- Genre: Thriller
- Based on: Blood Rights by Mike Phillips
- Written by: Mike Phillips
- Directed by: Lesley Manning
- Starring: Brian Bovell Maggie Steed Struan Rodger DeObia Oparei Akim Mogaji Robert Glenister Hermione Norris Margo Gunn Sam Kelly Tim Potter Warren Morson Julia St John
- Composers: Joe Bashorun Orphy Robinson
- Country of origin: United Kingdom
- Original language: English
- No. of series: 1
- No. of episodes: 3

Production
- Producer: Caroline Oulton
- Production locations: London, England, UK
- Cinematography: Rex Maidment
- Running time: 55 minutes
- Production company: BBC

Original release
- Network: BBC2
- Release: 24 October – 7 November 1990

= Blood Rights =

British television series

Blood Rights is a British television thriller drama miniseries written by Mike Phillips that first broadcast on BBC2 between 24 October and 7 November 1990, and ran for three weeks on Wednesday nights. The series comprising three episodes was based on the 1989 novel of the same name by Phillips. All three episodes were directed by Lesley Manning, with Caroline Oulton acting as executive producer.

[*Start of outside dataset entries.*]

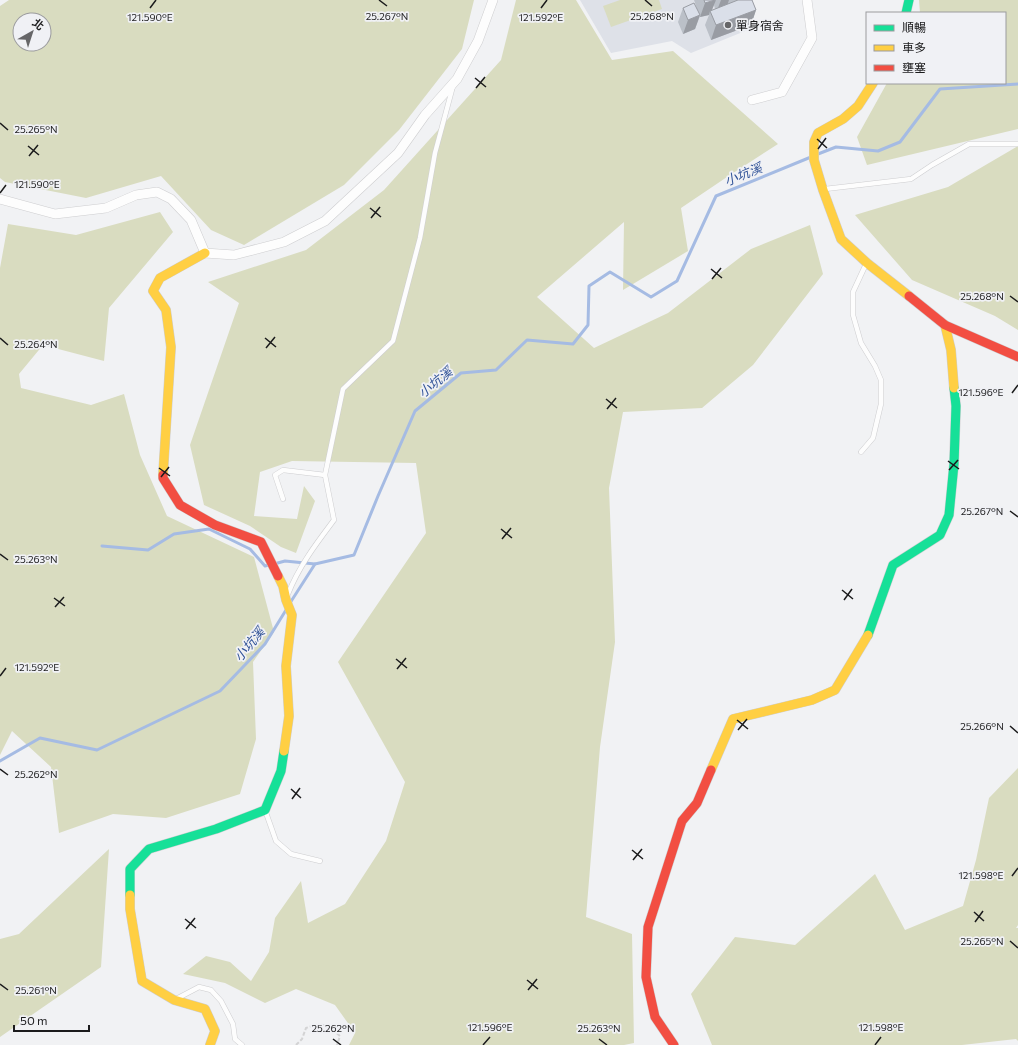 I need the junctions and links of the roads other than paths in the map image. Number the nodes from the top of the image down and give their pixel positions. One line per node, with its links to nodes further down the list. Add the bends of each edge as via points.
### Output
1 (493, 0): 5 (street, via 478,42)
2 (807, 0): 7 (street, via 812,38 782,92)
3 (910, 0): 4 (street)
4 (906, 12)
5 (454, 83): 11 (street, via 425,115 398,153 325,222 284,242 234,255); 16 (lane, via 435,153 420,238 393,341 343,389)
6 (872, 84): 9 (street, via 858,106 843,120 818,133 814,142 814,160)
7 (752, 100)
8 (1018, 144): 9 (lane, via 969,144 911,179)
9 (823, 190): 12 (street, via 841,239)
10 (0, 199): 11 (street, via 55,214 106,208 136,195 157,192 171,199 191,220)
11 (205, 253): 18 (street, via 160,278 153,291 166,310 171,347 163,478 180,505 215,525 261,542 283,586)
12 (867, 262): 13 (street); 15 (lane, via 853,292 853,315 861,343 881,380 881,404 873,438)
13 (945, 325): 14 (street); 24 (street, via 951,350 956,406 949,515 940,535 892,565 869,633 835,690 812,700 733,719 697,803 682,821 648,927 646,977 655,1017)
14 (1018, 357)
15 (861, 452)
16 (325, 475): 17 (lane, via 283,470 275,475); 18 (lane, via 334,520 310,552)
17 (283, 499)
18 (286, 600): 19 (street, via 292,615 286,666 289,716 281,771)
19 (265, 810): 20 (lane, via 276,841 291,854); 21 (street, via 216,829 149,849 130,869 130,909 142,981)
20 (320, 861)
21 (174, 1000): 22 (street, via 205,1009 215,1031); 23 (lane, via 199,987 211,990 221,1001 233,1024 235,1038)
22 (210, 1045)
23 (242, 1045)
24 (674, 1045) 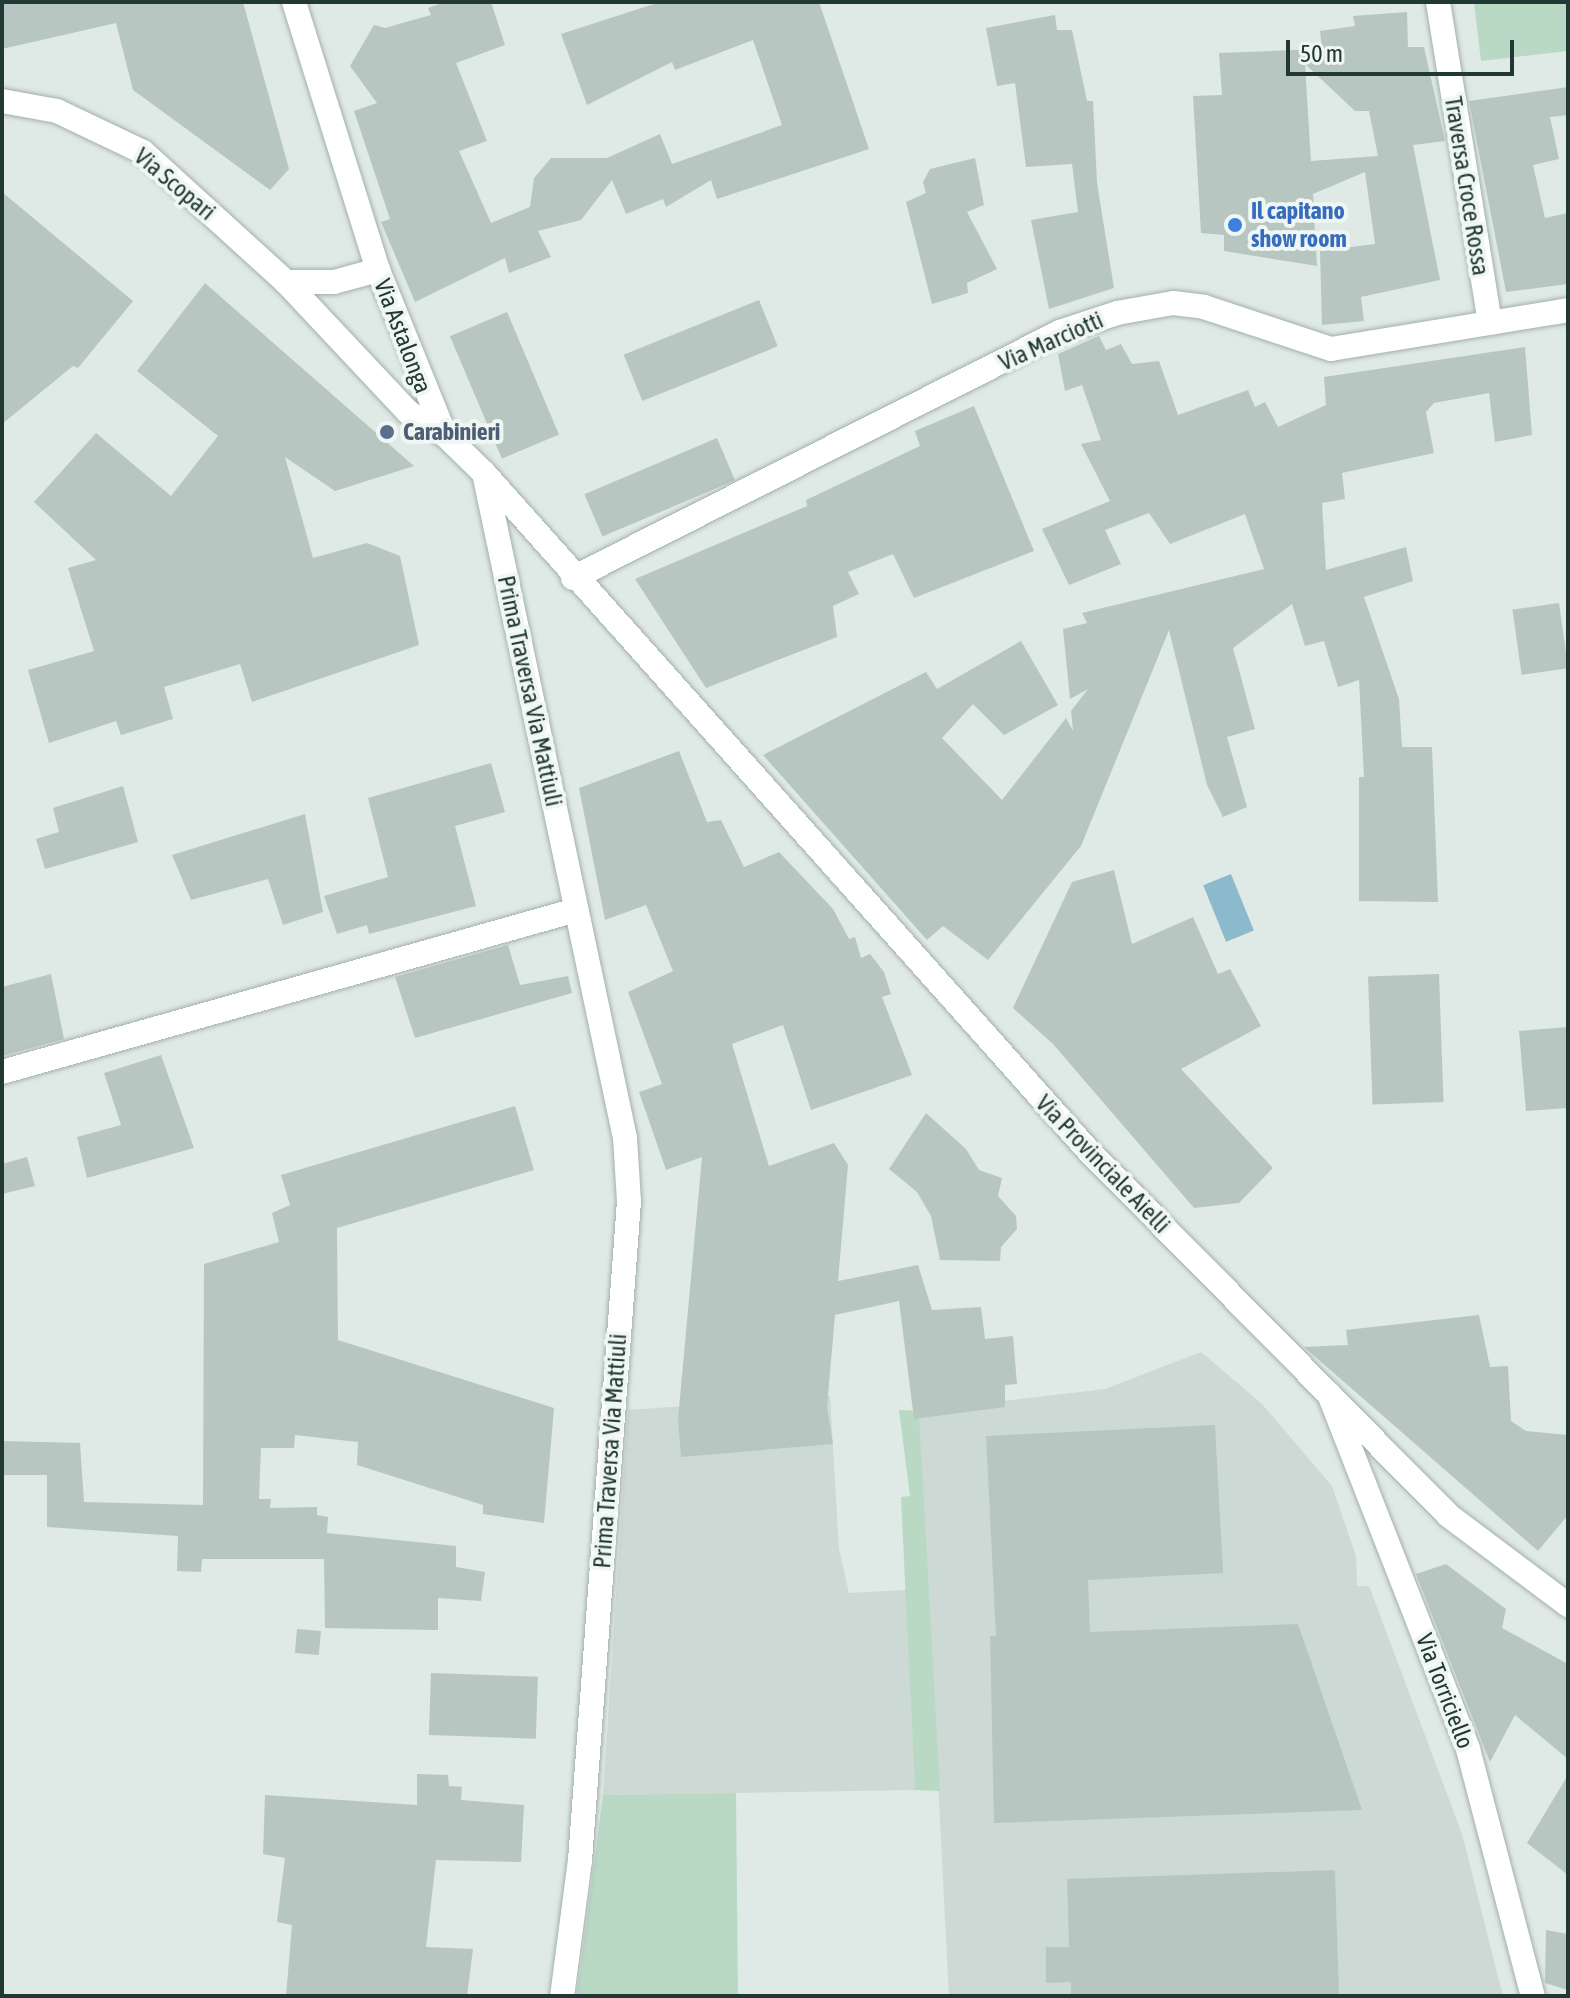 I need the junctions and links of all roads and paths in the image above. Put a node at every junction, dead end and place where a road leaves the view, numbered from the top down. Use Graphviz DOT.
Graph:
graph roads {
  1 [pos="294,2"];
  2 [pos="1438,2"];
  3 [pos="2,101"];
  4 [pos="378,270"];
  5 [pos="286,282"];
  6 [pos="1568,310"];
  7 [pos="1490,323"];
  8 [pos="445,435"];
  9 [pos="484,473"];
  10 [pos="573,578"];
  11 [pos="677,684"];
  12 [pos="576,910"];
  13 [pos="2,1072"];
  14 [pos="1329,1394"];
  15 [pos="1568,1605"];
  16 [pos="562,1996"];
  17 [pos="1533,1996"];
  1 -- 4 [label="street, Via Astalonga"];
  2 -- 7 [label="street, Traversa Croce Rossa"];
  3 -- 5 [label="street, Via Scopari"];
  4 -- 5 [label="street"];
  4 -- 8 [label="street, Via Astalonga"];
  5 -- 8 [label="street, Via Scopari"];
  6 -- 7 [label="street, Via Marciotti"];
  7 -- 10 [label="street, Via Marciotti"];
  8 -- 9 [label="street, Via Astalonga"];
  9 -- 10 [label="street, Via Astalonga"];
  9 -- 12 [label="street, Prima Traversa Via Mattiuli"];
  10 -- 11 [label="street, Via Astalonga"];
  11 -- 14 [label="street, Via Provinciale Aielli"];
  12 -- 13 [label="street"];
  12 -- 16 [label="street, Prima Traversa Via Mattiuli"];
  14 -- 15 [label="street, Via Provinciale Aielli"];
  14 -- 17 [label="street, Via Torriciello"];
}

The series starred Brian Bovell as Sam Dean, a British journalist, who is hired by a prominent Conservative Member of Parliament to find his missing, drug-addicted daughter. Dean's investigation uncovers a darker world of drugs, blackmail and prostitution.

==Plot==
A journalist investigates the disappearance of the drug addicted daughter of a prominent Tory MP, a case that plunges him into the complex and gritty underbelly of 1980s London's multicultural and political scenes.

==Cast==
- Brian Bovell as Sam (Sammy) Dean
- Maggie Steed as Tess Barker
- Struan Rodger as Grenville Barker
- DeObia Oparei as Winston
- Akim Mogaji as Roy
- Robert Glenister as Pete
- Hermione Norris as Virginia Barker
- Margo Gunn as Gillian
- Sam Kelly as Evans
- Tim Potter as Erich
- Warren Morson as Chris
- Julia St John as Lynn

==Episodes==

| No. | Title | Directed by | Written by | Original release date |
| 1 | "Part 1" | Lesley Manning | Mike Phillips | 24 October 1990 |
Black journalist Sammy Dean is hired by a prominent MP to find his missing daughter.
| 2 | "Part 2" | Lesley Manning | Mike Phillips | 31 October 1990 |
Virginia Barker has joined forces with her brother to extort money from her MP father.
| 3 | "Part 3" | Lesley Manning | Mike Phillips | 7 November 1990 |
Sammy searches for Virginia Barker who has been abducted by a gun-toting villain, with the MP's deviant son in tow. Meanwhile, Tess decides to meet the kidnapper alone in the family's cottage.

==Home media==
The series has never been re-broadcast or released on home video.